__Task prompt__
Please report how many lines of the listing hold the word "main". Add nothing to the number.
[[ Supplied material open ]]
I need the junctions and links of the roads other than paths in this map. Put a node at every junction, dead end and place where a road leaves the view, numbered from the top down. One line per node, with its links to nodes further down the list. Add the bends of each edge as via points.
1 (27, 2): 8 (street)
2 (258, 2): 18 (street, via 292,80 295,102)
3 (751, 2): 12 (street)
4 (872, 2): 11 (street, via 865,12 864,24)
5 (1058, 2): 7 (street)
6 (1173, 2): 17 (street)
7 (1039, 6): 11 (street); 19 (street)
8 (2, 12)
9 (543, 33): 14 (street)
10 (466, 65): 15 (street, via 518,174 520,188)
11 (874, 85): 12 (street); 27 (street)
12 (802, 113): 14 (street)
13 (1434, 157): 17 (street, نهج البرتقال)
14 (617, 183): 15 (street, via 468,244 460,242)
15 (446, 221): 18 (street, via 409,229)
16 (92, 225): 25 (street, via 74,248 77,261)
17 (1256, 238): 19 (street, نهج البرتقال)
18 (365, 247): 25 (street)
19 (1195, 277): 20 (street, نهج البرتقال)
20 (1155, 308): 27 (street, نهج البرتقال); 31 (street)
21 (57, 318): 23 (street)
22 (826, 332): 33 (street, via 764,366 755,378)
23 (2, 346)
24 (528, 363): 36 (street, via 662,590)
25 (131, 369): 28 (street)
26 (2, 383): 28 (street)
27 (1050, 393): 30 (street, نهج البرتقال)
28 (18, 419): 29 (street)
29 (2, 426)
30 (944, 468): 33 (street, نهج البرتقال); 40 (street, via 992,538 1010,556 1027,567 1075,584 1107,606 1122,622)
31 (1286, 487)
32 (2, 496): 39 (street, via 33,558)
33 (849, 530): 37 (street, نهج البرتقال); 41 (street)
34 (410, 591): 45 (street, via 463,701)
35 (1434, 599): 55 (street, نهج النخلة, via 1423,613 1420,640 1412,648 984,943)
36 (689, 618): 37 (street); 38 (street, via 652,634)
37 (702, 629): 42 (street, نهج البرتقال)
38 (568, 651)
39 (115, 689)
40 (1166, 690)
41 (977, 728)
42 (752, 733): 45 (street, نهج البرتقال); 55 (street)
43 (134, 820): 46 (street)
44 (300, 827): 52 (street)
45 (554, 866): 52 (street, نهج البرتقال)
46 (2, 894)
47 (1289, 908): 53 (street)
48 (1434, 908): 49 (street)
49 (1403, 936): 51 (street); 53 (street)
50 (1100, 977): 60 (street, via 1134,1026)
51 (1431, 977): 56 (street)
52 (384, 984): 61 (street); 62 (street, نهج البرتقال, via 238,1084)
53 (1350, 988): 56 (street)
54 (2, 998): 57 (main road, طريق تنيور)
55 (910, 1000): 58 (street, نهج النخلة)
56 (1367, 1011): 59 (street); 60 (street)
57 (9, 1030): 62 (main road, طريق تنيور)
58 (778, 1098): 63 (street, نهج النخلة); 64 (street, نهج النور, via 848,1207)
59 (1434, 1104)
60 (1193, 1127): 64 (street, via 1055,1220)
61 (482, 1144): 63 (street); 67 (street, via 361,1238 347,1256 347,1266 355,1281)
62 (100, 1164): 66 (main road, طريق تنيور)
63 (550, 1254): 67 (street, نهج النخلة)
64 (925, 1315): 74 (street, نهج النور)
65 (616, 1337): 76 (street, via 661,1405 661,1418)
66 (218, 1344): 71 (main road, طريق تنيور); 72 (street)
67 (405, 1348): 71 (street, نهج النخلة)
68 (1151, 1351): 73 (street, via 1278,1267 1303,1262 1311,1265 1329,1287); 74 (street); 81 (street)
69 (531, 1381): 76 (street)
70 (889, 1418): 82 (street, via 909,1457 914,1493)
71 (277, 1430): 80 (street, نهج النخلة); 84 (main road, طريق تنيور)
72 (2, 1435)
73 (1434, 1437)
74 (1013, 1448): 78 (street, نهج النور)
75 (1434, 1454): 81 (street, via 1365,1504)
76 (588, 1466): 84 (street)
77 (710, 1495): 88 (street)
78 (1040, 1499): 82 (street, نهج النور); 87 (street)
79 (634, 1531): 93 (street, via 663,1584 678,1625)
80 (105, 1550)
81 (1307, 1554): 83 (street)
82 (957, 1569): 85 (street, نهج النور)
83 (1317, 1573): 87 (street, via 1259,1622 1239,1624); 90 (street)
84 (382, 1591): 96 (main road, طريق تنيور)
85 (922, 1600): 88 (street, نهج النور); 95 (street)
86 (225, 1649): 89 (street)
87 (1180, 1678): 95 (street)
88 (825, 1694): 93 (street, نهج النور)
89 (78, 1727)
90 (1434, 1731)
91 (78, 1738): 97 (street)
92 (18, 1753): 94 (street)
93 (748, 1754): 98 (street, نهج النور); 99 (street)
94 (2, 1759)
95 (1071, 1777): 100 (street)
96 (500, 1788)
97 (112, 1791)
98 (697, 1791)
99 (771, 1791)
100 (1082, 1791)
[[ Supplied material closed ]]
__Your solution__
6